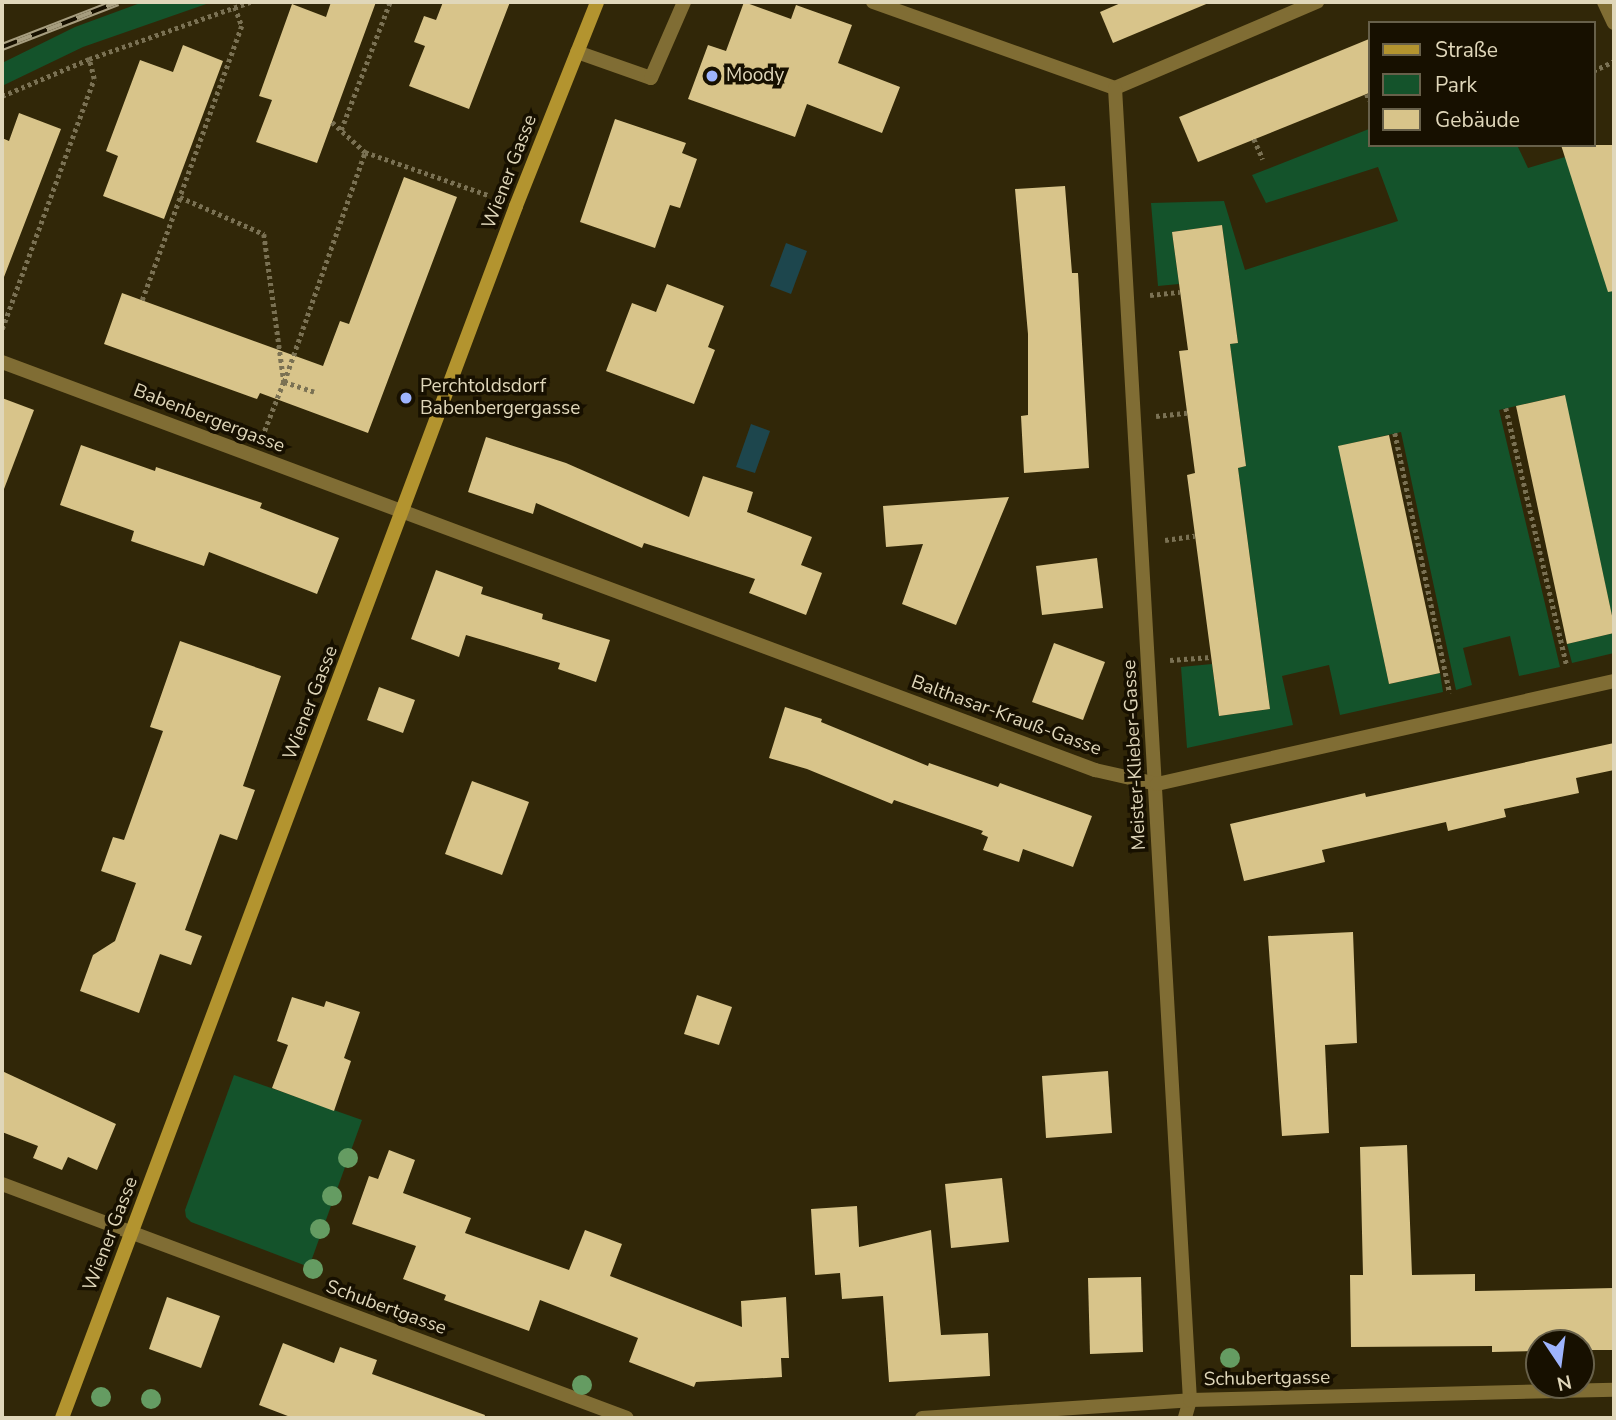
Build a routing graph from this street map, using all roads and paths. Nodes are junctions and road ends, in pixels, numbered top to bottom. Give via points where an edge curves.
1 (250, 2) edge
2 (390, 2) edge
3 (597, 2) edge
4 (684, 2) edge
5 (873, 2) edge
6 (1317, 2) edge
7 (1604, 2) edge
8 (235, 7) junction
9 (1614, 23) edge
10 (577, 52) junction
11 (89, 59) junction
12 (1614, 61) edge
13 (1595, 70) edge
14 (1115, 88) junction
15 (1367, 94) dead end
16 (2, 96) edge
17 (1368, 98) edge
18 (331, 122) dead end
19 (341, 130) junction
20 (1254, 139) dead end
21 (365, 152) junction
22 (1262, 159) dead end
23 (488, 195) dead end
24 (180, 197) junction
25 (142, 300) dead end
26 (2, 329) edge
27 (2, 362) edge
28 (284, 382) junction
29 (314, 392) dead end
30 (1506, 408) dead end
31 (1395, 433) dead end
32 (255, 457) junction
33 (1527, 458) dead end
34 (1518, 460) junction
35 (1408, 493) junction
36 (1401, 494) dead end
37 (403, 513) junction
38 (1211, 657) dead end
39 (1149, 662) junction
40 (1614, 681) edge
41 (1572, 690) junction
42 (1455, 717) junction
43 (1157, 784) junction
44 (2, 1184) edge
45 (132, 1234) junction
46 (1614, 1390) edge
47 (1190, 1400) junction
48 (62, 1418) edge
49 (627, 1418) edge
50 (922, 1418) edge
51 (1185, 1418) edge

1 - 8 path
2 - 19 path
3 - 10 main road, Wiener Gasse
4 - 10 street via 651,78
5 - 14 street
6 - 14 street
7 - 9 street
8 - 11 path
8 - 24 path via 242,26
10 - 37 main road, Wiener Gasse
11 - 16 path
11 - 26 path via 94,79
12 - 13 path
14 - 39 street, Meister-Klieber-Gasse
15 - 17 path
18 - 19 path
19 - 21 path
20 - 22 path
21 - 23 path
21 - 28 path
24 - 25 path
24 - 28 path via 264,234
27 - 32 street, Babenbergergasse
28 - 29 path
28 - 32 path
30 - 34 path
31 - 35 path
32 - 37 street, Babenbergergasse
33 - 34 path
34 - 41 path via 1551,585
35 - 36 path
35 - 42 path
37 - 43 street, Balthasar-Krauß-Gasse via 1095,770
37 - 45 main road, Wiener Gasse
38 - 39 path
39 - 43 street, Meister-Klieber-Gasse
40 - 41 street, Balthasar-Krauß-Gasse
41 - 42 street, Balthasar-Krauß-Gasse
42 - 43 street, Balthasar-Krauß-Gasse
43 - 47 street, Meister-Klieber-Gasse
44 - 45 street, Schubertgasse
45 - 48 main road, Wiener Gasse
45 - 49 street, Schubertgasse
46 - 47 street, Schubertgasse
47 - 50 street, Schubertgasse
47 - 51 street, Meister-Klieber-Gasse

==================================================

Quote the records in their entirety, keeping the wording exact and excluding pictures.

Build a routing graph from this street map, using all roads and paths. Nodes are junctions and road ends, in pixels, numbered top to bottom. Give via points where an edge curves.
1 (250, 2) edge
2 (390, 2) edge
3 (597, 2) edge
4 (684, 2) edge
5 (873, 2) edge
6 (1317, 2) edge
7 (1604, 2) edge
8 (235, 7) junction
9 (1614, 23) edge
10 (577, 52) junction
11 (89, 59) junction
12 (1614, 61) edge
13 (1595, 70) edge
14 (1115, 88) junction
15 (1367, 94) dead end
16 (2, 96) edge
17 (1368, 98) edge
18 (331, 122) dead end
19 (341, 130) junction
20 (1254, 139) dead end
21 (365, 152) junction
22 (1262, 159) dead end
23 (488, 195) dead end
24 (180, 197) junction
25 (142, 300) dead end
26 (2, 329) edge
27 (2, 362) edge
28 (284, 382) junction
29 (314, 392) dead end
30 (1506, 408) dead end
31 (1395, 433) dead end
32 (255, 457) junction
33 (1527, 458) dead end
34 (1518, 460) junction
35 (1408, 493) junction
36 (1401, 494) dead end
37 (403, 513) junction
38 (1211, 657) dead end
39 (1149, 662) junction
40 (1614, 681) edge
41 (1572, 690) junction
42 (1455, 717) junction
43 (1157, 784) junction
44 (2, 1184) edge
45 (132, 1234) junction
46 (1614, 1390) edge
47 (1190, 1400) junction
48 (62, 1418) edge
49 (627, 1418) edge
50 (922, 1418) edge
51 (1185, 1418) edge

1 - 8 path
2 - 19 path
3 - 10 main road, Wiener Gasse
4 - 10 street via 651,78
5 - 14 street
6 - 14 street
7 - 9 street
8 - 11 path
8 - 24 path via 242,26
10 - 37 main road, Wiener Gasse
11 - 16 path
11 - 26 path via 94,79
12 - 13 path
14 - 39 street, Meister-Klieber-Gasse
15 - 17 path
18 - 19 path
19 - 21 path
20 - 22 path
21 - 23 path
21 - 28 path
24 - 25 path
24 - 28 path via 264,234
27 - 32 street, Babenbergergasse
28 - 29 path
28 - 32 path
30 - 34 path
31 - 35 path
32 - 37 street, Babenbergergasse
33 - 34 path
34 - 41 path via 1551,585
35 - 36 path
35 - 42 path
37 - 43 street, Balthasar-Krauß-Gasse via 1095,770
37 - 45 main road, Wiener Gasse
38 - 39 path
39 - 43 street, Meister-Klieber-Gasse
40 - 41 street, Balthasar-Krauß-Gasse
41 - 42 street, Balthasar-Krauß-Gasse
42 - 43 street, Balthasar-Krauß-Gasse
43 - 47 street, Meister-Klieber-Gasse
44 - 45 street, Schubertgasse
45 - 48 main road, Wiener Gasse
45 - 49 street, Schubertgasse
46 - 47 street, Schubertgasse
47 - 50 street, Schubertgasse
47 - 51 street, Meister-Klieber-Gasse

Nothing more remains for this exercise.